== YOUR ASSIGNMENT ==
When you spot the word "Askaa" in a line of the data below, copy that line.

== Collected data ==
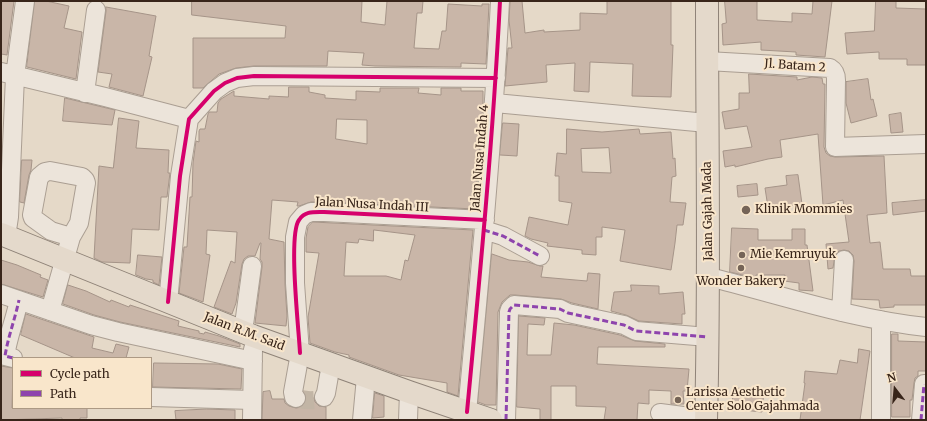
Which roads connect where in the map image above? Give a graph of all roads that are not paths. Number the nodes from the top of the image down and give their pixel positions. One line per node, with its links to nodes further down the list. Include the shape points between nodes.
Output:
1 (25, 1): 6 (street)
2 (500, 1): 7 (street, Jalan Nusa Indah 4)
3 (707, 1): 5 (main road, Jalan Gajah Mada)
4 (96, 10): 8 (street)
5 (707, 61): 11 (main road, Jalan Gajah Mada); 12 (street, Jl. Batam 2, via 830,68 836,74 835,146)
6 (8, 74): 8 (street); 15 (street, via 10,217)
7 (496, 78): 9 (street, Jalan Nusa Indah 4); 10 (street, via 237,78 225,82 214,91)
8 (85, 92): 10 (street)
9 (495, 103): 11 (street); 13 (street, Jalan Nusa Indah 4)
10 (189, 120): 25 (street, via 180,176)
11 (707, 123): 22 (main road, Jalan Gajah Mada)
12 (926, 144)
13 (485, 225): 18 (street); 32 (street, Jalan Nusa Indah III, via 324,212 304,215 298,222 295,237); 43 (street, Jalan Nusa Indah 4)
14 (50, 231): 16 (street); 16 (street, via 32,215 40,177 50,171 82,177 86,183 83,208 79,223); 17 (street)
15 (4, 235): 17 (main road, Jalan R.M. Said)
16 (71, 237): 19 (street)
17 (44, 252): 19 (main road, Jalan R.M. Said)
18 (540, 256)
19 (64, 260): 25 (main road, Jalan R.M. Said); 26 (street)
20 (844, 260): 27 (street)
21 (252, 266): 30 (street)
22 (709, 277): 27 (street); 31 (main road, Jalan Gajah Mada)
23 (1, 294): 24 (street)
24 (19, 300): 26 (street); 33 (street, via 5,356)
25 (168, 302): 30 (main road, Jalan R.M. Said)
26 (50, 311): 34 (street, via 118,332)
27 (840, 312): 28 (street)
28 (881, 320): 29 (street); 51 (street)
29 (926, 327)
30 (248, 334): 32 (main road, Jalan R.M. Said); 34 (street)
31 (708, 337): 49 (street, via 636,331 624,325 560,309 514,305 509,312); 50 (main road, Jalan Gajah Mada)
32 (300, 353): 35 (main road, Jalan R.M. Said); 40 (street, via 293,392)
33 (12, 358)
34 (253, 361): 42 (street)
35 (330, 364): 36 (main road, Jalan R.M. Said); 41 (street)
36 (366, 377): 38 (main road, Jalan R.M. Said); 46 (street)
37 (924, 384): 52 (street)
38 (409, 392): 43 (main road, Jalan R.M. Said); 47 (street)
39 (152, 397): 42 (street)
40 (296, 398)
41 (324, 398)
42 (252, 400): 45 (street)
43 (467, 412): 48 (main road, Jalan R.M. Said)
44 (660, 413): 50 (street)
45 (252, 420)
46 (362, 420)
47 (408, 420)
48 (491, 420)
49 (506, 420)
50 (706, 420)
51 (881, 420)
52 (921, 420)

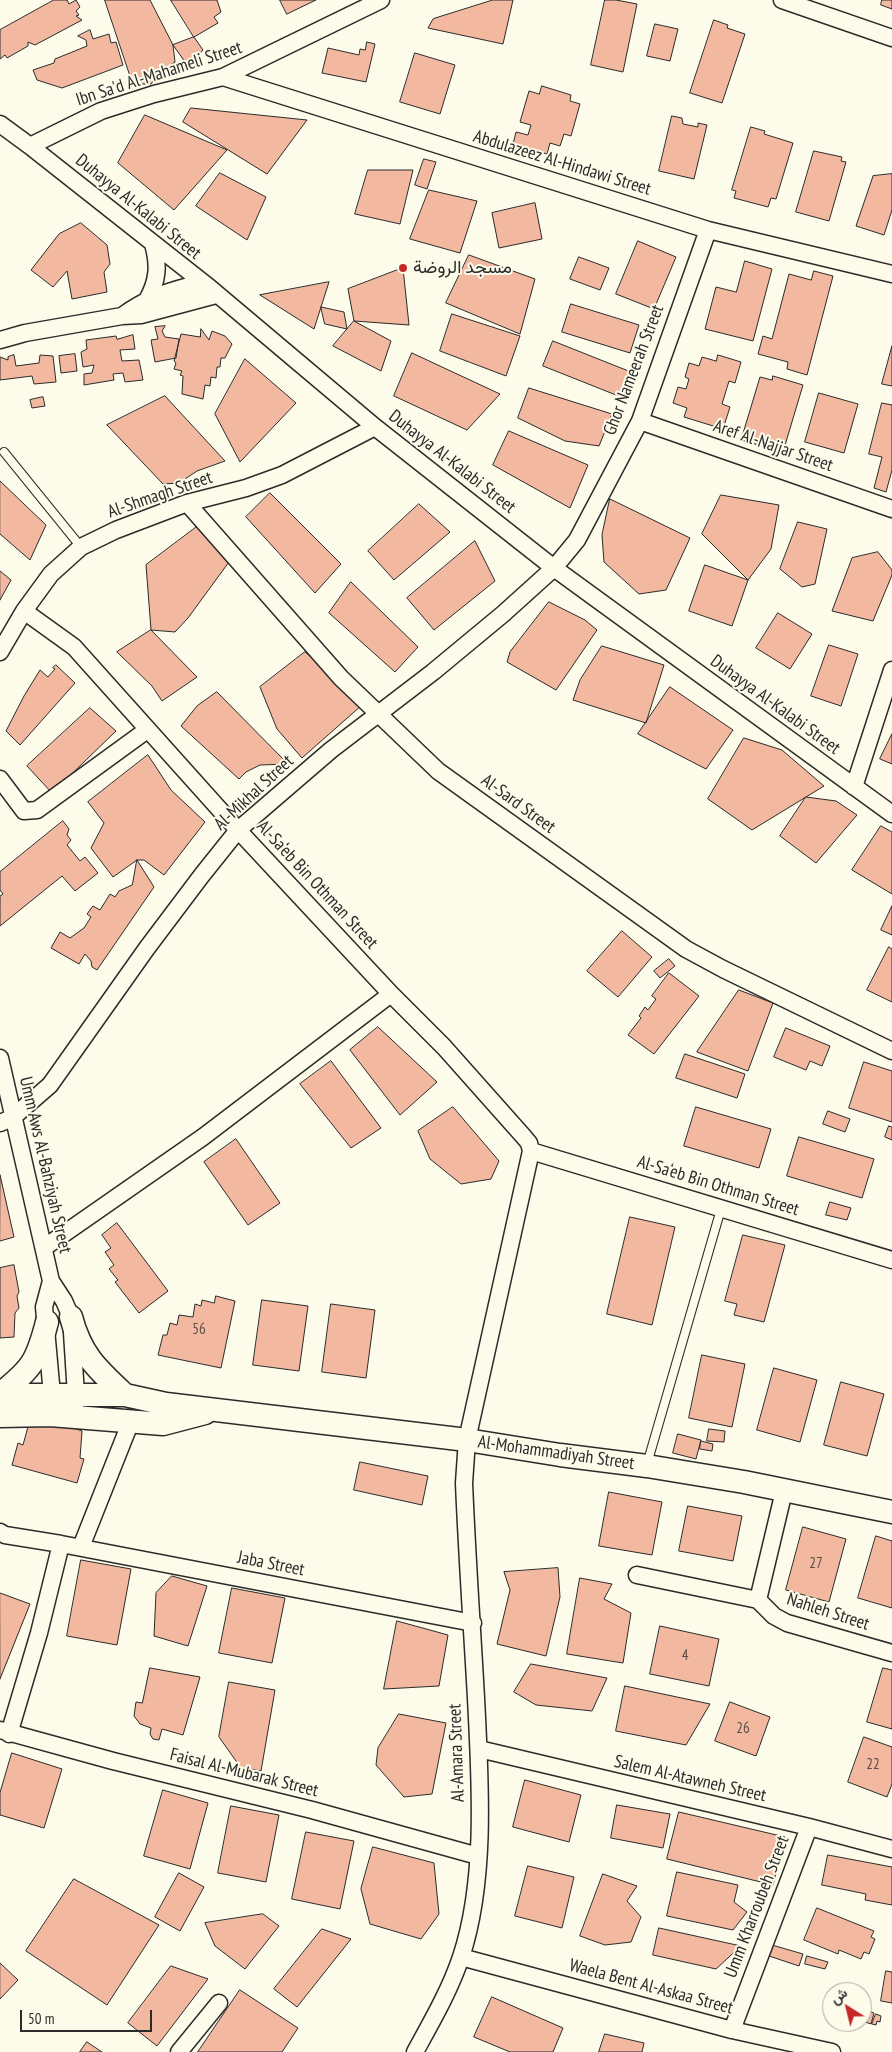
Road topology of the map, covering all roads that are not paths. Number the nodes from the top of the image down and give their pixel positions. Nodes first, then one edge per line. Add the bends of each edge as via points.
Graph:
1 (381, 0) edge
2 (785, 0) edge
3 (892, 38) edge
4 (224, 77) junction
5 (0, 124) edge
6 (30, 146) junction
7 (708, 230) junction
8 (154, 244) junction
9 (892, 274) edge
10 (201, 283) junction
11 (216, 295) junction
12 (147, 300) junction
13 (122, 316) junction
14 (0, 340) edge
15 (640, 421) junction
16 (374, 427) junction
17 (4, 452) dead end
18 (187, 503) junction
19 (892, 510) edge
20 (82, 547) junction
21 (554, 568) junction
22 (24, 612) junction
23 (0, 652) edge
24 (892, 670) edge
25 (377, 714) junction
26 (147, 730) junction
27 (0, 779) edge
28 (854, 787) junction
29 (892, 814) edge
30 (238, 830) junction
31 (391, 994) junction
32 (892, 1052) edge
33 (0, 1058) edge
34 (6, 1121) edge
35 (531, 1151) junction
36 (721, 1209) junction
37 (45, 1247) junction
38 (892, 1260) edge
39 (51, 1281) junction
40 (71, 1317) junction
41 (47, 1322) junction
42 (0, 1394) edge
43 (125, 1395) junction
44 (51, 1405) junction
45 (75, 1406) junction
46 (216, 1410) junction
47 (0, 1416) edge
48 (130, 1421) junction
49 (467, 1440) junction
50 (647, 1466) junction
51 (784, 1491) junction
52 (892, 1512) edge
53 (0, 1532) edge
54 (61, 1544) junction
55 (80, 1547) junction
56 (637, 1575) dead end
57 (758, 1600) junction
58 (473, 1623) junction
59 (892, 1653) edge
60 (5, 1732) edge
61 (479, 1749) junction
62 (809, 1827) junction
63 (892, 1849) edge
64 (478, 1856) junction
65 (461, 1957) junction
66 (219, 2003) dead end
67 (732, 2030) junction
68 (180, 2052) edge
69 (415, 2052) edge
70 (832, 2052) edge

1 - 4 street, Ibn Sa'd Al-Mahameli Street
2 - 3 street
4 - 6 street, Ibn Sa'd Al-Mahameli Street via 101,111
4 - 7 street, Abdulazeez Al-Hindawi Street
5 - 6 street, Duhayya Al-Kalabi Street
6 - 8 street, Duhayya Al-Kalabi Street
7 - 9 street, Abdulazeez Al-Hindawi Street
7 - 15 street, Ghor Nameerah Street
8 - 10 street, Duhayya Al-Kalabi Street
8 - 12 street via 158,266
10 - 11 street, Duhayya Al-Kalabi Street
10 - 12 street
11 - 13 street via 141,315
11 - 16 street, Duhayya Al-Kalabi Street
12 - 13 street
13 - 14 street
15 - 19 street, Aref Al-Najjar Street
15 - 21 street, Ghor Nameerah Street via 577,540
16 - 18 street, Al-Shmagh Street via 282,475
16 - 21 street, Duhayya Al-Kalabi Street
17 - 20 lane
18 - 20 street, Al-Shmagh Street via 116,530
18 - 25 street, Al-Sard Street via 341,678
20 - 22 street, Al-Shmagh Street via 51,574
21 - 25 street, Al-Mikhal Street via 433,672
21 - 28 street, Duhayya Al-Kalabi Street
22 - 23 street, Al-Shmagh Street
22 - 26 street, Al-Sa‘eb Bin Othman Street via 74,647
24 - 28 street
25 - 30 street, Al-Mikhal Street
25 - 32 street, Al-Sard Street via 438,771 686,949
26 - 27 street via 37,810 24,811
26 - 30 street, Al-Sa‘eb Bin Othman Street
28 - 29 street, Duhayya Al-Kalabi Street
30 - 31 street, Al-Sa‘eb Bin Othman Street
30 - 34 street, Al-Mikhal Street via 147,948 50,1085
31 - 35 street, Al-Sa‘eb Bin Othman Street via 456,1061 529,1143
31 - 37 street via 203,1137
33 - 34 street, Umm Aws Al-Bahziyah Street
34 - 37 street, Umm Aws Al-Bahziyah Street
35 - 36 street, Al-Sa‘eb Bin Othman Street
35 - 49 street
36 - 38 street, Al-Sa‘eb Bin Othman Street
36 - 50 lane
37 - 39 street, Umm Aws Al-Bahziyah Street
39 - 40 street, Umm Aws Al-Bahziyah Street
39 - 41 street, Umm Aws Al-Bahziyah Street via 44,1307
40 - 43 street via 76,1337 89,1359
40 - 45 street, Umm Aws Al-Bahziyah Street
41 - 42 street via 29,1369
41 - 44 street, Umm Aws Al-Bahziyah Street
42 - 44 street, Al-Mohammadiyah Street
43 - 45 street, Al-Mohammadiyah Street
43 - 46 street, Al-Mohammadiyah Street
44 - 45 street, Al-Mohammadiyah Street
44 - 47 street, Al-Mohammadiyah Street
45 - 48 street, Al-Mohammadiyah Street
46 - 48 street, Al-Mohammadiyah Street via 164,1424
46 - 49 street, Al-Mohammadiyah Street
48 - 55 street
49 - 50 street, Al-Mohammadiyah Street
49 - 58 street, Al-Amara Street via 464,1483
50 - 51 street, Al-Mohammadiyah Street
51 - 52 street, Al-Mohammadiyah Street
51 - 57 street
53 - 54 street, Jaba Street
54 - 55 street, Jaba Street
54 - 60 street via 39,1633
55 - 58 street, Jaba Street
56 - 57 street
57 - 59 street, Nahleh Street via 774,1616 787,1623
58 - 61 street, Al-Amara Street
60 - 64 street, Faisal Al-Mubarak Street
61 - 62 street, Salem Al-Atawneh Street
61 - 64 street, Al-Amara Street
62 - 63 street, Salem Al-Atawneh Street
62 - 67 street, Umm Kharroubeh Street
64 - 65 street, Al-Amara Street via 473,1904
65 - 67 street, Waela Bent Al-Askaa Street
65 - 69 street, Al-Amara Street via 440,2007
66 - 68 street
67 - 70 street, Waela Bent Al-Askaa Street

== OUTPUT FOR THIS EXERCISE ==
65 - 67 street, Waela Bent Al-Askaa Street
67 - 70 street, Waela Bent Al-Askaa Street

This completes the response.